Was steckt hinter dem Begriff „Synodaler Weg“?
Der Begriff „Synode“ kommt aus dem Griechischen und heißt übersetzt „gemeinsam auf dem Weg“ oder „Weggemeinschaft“. Im katholischen Sprachgebrauch bezeichnet er eine Versammlung vor allem von Bischöfen. Anders als bei einer Synode waren beim Synodalen Weg auch andere Geistliche sowie katholische und evangelische Vertretende der Zivilgesellschaft, sogenannte Laien und Laiinnen, beteiligt. Die Ergebnisse des Synodalen Wegs haben nur einen beratenden, keinen verpflichtenden Charakter. Bei der Umsetzung liegt das letzte Wort bei den Ortsbischöfen oder dem Papst.
Die Mitstreitenden
Die deutsche Bischofskonferenz war mit allen Bischöfen vertreten. Weitere Teilnehmende kamen aus der Zivilgesellschaft, zum Beispiel dem Zentralkomitee der deutschen Katholiken (ZdK), katholischen Verbänden, Gruppen, Initiativen und Einzelpersönlichkeiten.
Der Auftrag
Der Synodale Weg hatte zum einen den Auftrag, sexuellen Missbrauch innerhalb der Katholischen Kirche zu verhindern, grundlegende Ursachen für sexualisierte Gewalt anzusprechen und konkrete Veränderungen vorzuschlagen. Dazu galt es, sich die binnenkirchlichen Strukturen anzuschauen. Eine Studie hatte zu der Ein- sicht geführt, dass vor allem diese Strukturen verändert werden müssen. Die vier Arbeitsgruppen des Synodalen Weges haben sich mit folgenden Themenkomplexen beschäftigt:
• Macht und Teilhabe in der Kirche
• Priesterliche Lebensformen, Zölibat (Ehelosigkeit)
• Sexualmoral
• Frauen in Diensten und Ämtern der Kirche
Die Arbeitsweise
Die Synodalversammlung mit ihren 230 Mitgliedern war eine Art Kirchenparlament des Synodalen Weges. Während der Zeit gab es sechs gemeinsame Treffen für Austausch, Beratung und Abstimmung. Die inhaltliche Arbeit erfolgte in den vier Arbeitsgruppen. Die Gesprächskultur war für katholische Verhältnisse recht revolutionär, da die Bischöfe in den Diskussionen keine Sonderrechte hatten. Alle Teilnehmenden hatten die gleiche Redezeit. Am Ende wurde in der Versammlung über die Ergebnisse der einzelnen Arbeitsgruppen abgestimmt.
„FROH ÜBER DAS ERREICHTE“
Im Interview: Matthias Sellmann, Professor für Pastoraltheologie an der Ruhr-Universität Bochum. Der 57-Jährige ist Mitglied des ZdKs und des Synodalen Weges und Berater der Deutschen Bischofskonferenz.

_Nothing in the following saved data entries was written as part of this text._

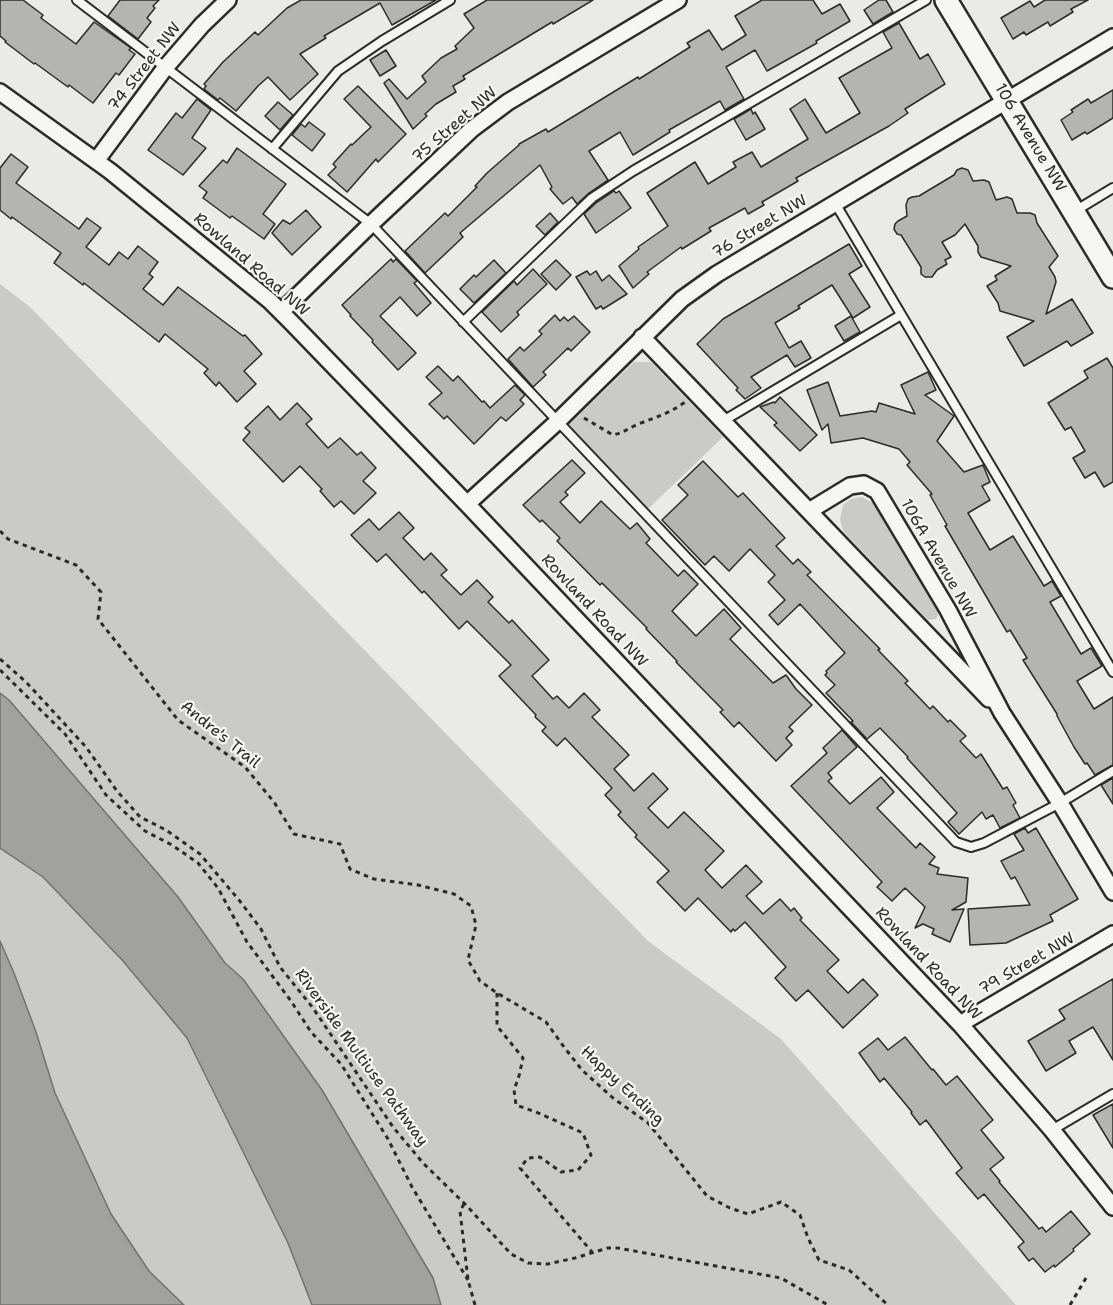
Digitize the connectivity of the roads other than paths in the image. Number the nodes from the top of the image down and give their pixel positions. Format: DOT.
graph roads {
  1 [pos="77,0"];
  2 [pos="228,0"];
  3 [pos="450,0"];
  4 [pos="678,0"];
  5 [pos="926,0"];
  6 [pos="946,0"];
  7 [pos="1113,36"];
  8 [pos="165,68"];
  9 [pos="0,92"];
  10 [pos="1007,100"];
  11 [pos="272,149"];
  12 [pos="96,161"];
  13 [pos="1113,188"];
  14 [pos="835,203"];
  15 [pos="1074,212"];
  16 [pos="371,224"];
  17 [pos="1113,277"];
  18 [pos="281,312"];
  19 [pos="901,315"];
  20 [pos="463,322"];
  21 [pos="642,337"];
  22 [pos="723,421"];
  23 [pos="557,422"];
  24 [pos="467,504"];
  25 [pos="809,511"];
  26 [pos="1113,672"];
  27 [pos="1002,713"];
  28 [pos="1113,771"];
  29 [pos="1060,803"];
  30 [pos="1113,892"];
  31 [pos="1113,934"];
  32 [pos="960,1024"];
  33 [pos="1113,1094"];
  34 [pos="1052,1131"];
  35 [pos="1113,1207"];
  1 -- 8 [label="lane"];
  2 -- 8 [label="street, 74 Street NW"];
  3 -- 11 [label="lane"];
  4 -- 16 [label="street, 75 Street NW"];
  5 -- 20 [label="lane"];
  6 -- 10 [label="main road, 106 Avenue NW"];
  7 -- 10 [label="street, 76 Street NW"];
  8 -- 11 [label="lane"];
  8 -- 12 [label="street, 74 Street NW"];
  9 -- 12 [label="street, Rowland Road NW"];
  10 -- 14 [label="street, 76 Street NW"];
  10 -- 15 [label="main road, 106 Avenue NW"];
  11 -- 16 [label="lane"];
  12 -- 18 [label="street, Rowland Road NW"];
  13 -- 15 [label="lane"];
  14 -- 19 [label="lane"];
  14 -- 21 [label="street, 76 Street NW"];
  15 -- 17 [label="main road, 106 Avenue NW"];
  16 -- 18 [label="street, 75 Street NW"];
  16 -- 20 [label="lane"];
  18 -- 24 [label="street, Rowland Road NW"];
  19 -- 22 [label="lane"];
  19 -- 26 [label="lane"];
  20 -- 23 [label="lane"];
  21 -- 22 [label="street, 106A Avenue NW"];
  21 -- 23 [label="street, 76 Street NW"];
  22 -- 25 [label="street, 106A Avenue NW"];
  23 -- 24 [label="street, 76 Street NW"];
  23 -- 29 [label="lane"];
  24 -- 32 [label="street, Rowland Road NW"];
  25 -- 27 [label="street, 106A Avenue NW"];
  25 -- 27 [label="street, 106A Avenue NW"];
  27 -- 29 [label="street, 106A Avenue NW"];
  28 -- 29 [label="lane"];
  29 -- 30 [label="street, 106A Avenue NW"];
  31 -- 32 [label="street, 79 Street NW"];
  32 -- 34 [label="street, Rowland Road NW"];
  33 -- 34 [label="lane"];
  34 -- 35 [label="street, Rowland Road NW"];
}
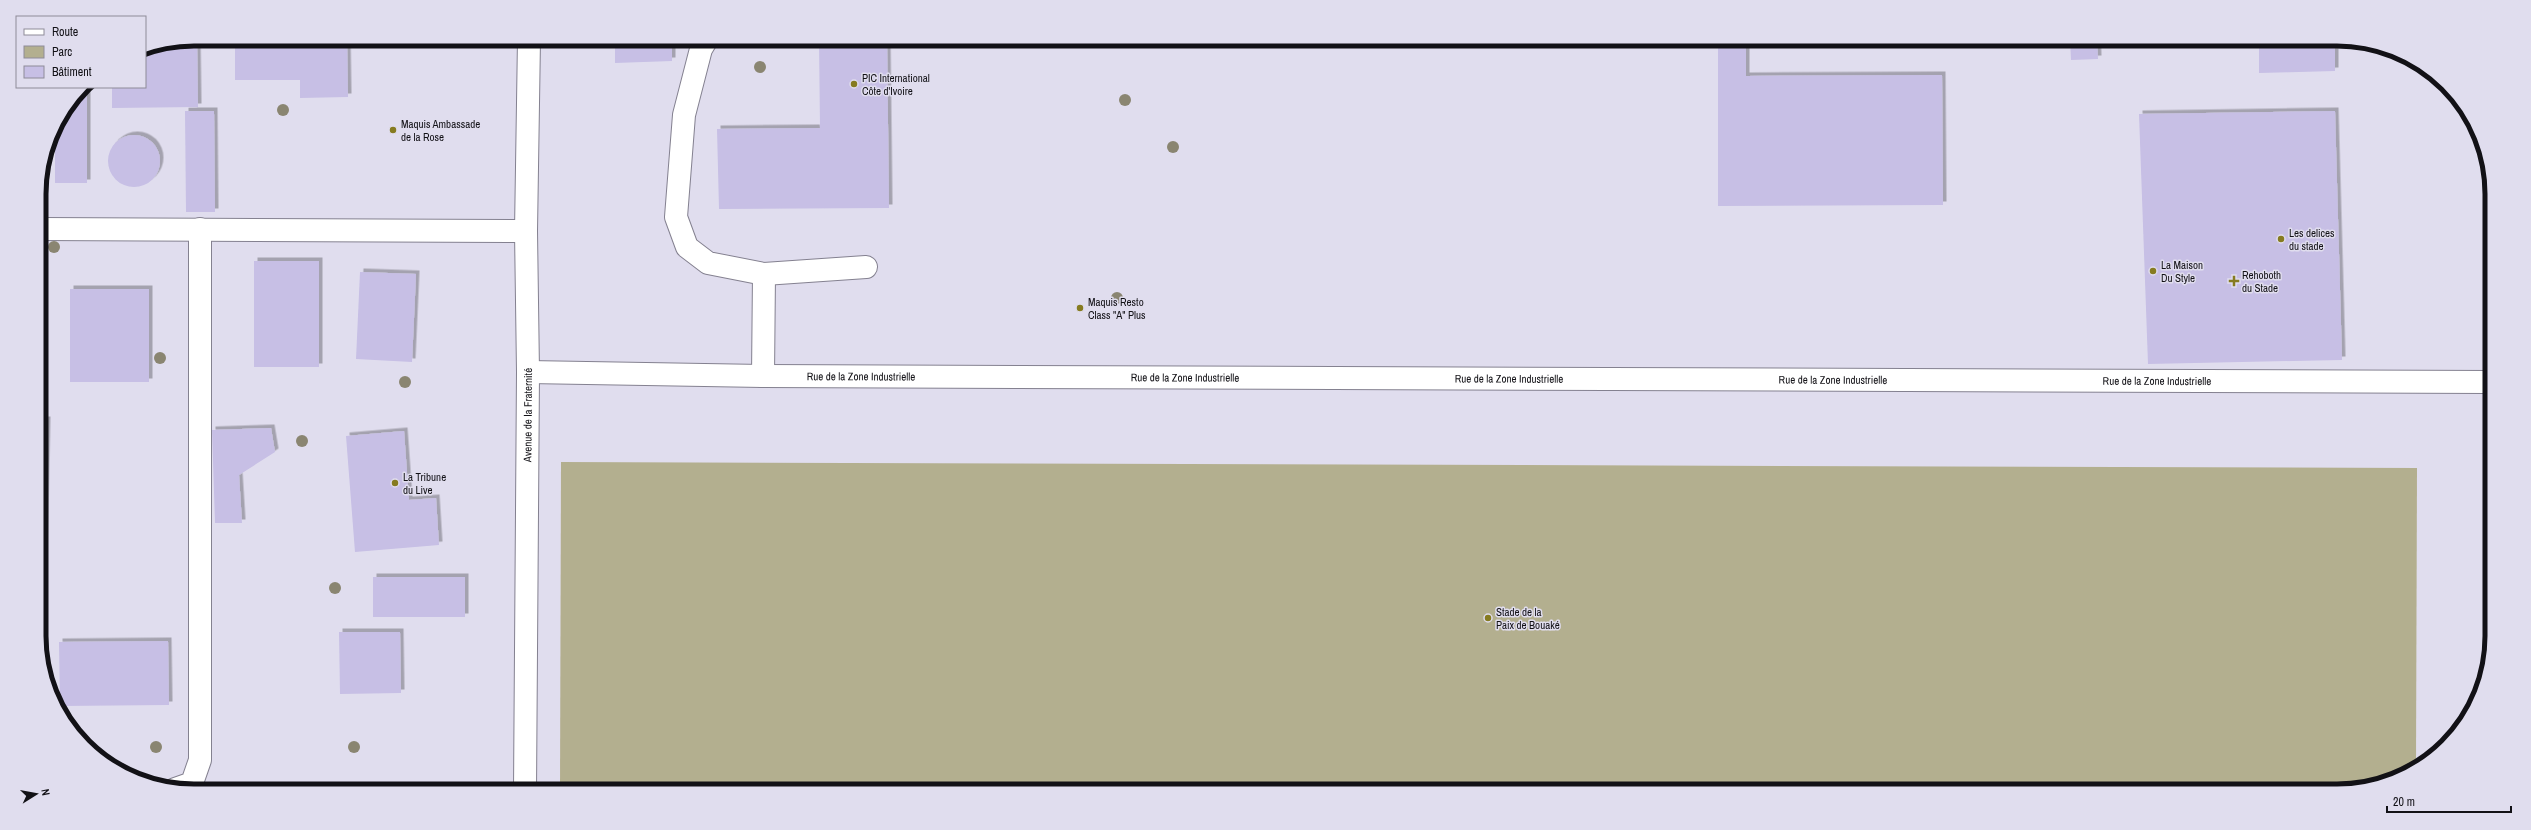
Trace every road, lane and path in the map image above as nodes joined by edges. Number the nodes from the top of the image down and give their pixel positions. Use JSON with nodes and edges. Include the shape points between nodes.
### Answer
{"nodes":[{"id":1,"x":529,"y":46,"type":"edge"},
{"id":2,"x":703,"y":46,"type":"edge"},
{"id":3,"x":46,"y":229,"type":"edge"},
{"id":4,"x":200,"y":229,"type":"junction"},
{"id":5,"x":526,"y":231,"type":"junction"},
{"id":6,"x":866,"y":267,"type":"dead end"},
{"id":7,"x":764,"y":274,"type":"junction"},
{"id":8,"x":528,"y":372,"type":"junction"},
{"id":9,"x":763,"y":376,"type":"junction"},
{"id":10,"x":2485,"y":382,"type":"edge"},
{"id":11,"x":189,"y":784,"type":"edge"},
{"id":12,"x":525,"y":784,"type":"edge"}],
"edges":[{"from":1,"to":5,"type":"street","name":"Avenue de la Fraternité"},
{"from":2,"to":7,"type":"street","via":[[684,115],[676,218],[687,247],[708,263]]},
{"from":3,"to":4,"type":"street"},
{"from":4,"to":5,"type":"street"},
{"from":4,"to":11,"type":"street","via":[[200,760],[192,783]]},
{"from":5,"to":8,"type":"street","name":"Avenue de la Fraternité"},
{"from":6,"to":7,"type":"street"},
{"from":7,"to":9,"type":"street"},
{"from":8,"to":9,"type":"street","name":"Rue de la Zone Industrielle"},
{"from":8,"to":12,"type":"street","name":"Avenue de la Fraternité"},
{"from":9,"to":10,"type":"street","name":"Rue de la Zone Industrielle"}]}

BENE: Was ist Ihr Fazit des Synodalen Wegs?
Matthias Sellmann: Meiner Meinung nach ist der Synodale Weg ein echter Erfolg. Und ich bin stolz auf die deutsche Kirche. Denn wenn ich mich umblicke in europäischen Ländern und sehe, dass viele Landeskirchen nur wenig, vor allem aber wenig Strukturelles gegen den vielfältigen Missbrauch unternehmen, dann bin ich froh über das Erreichte.
Der Reformprozess hat also sozusagen eine gute Ernte eingefahren?
Wenn wir den Tag als Zeitachse nehmen, würde ich sagen, dass wir in der Mittagszeit angekommen sind. Wir haben schon einiges für den Tag eingestielt. Aber wir können noch nicht ernten. Gerade sind wir erschöpft vom Vormittag und befinden uns im Mittagstief. Aber der Tag hat gut begonnen, die richtigen Weichen wurden gestellt. Nachmittags haben wir ja noch ein paar Stunden Zeit, um das, was wir uns so klug ausgedacht haben, in die Tat umzusetzen. Wir müssen jetzt aber am Ball bleiben und dürfen keine Siesta bis 17 Uhr einlegen. Dann gehen wir, dann geht die Kirche in Deutschland, auf eine gute Ernte zu.
Was ist denn erreicht worden?
Wir haben wichtige Beschlüsse im Bereich der Grundordnung im kirchlichen Arbeitsrecht getroffen. So müssen Arbeitnehmende keine Angst mehr haben, wegen ihrer Lebensführung oder ihrer sexuellen Orientierung gemaßregelt oder entlassen zu werden. Auch sind Segensfeiern für homosexuelle Paare möglich, und dass Frauen in Gottesdiensten predigen. Es soll auch wesentlich mehr Machtkontrolle und Mitentscheidung geben, andere Ausbildungsformen und mehr Vielfalt.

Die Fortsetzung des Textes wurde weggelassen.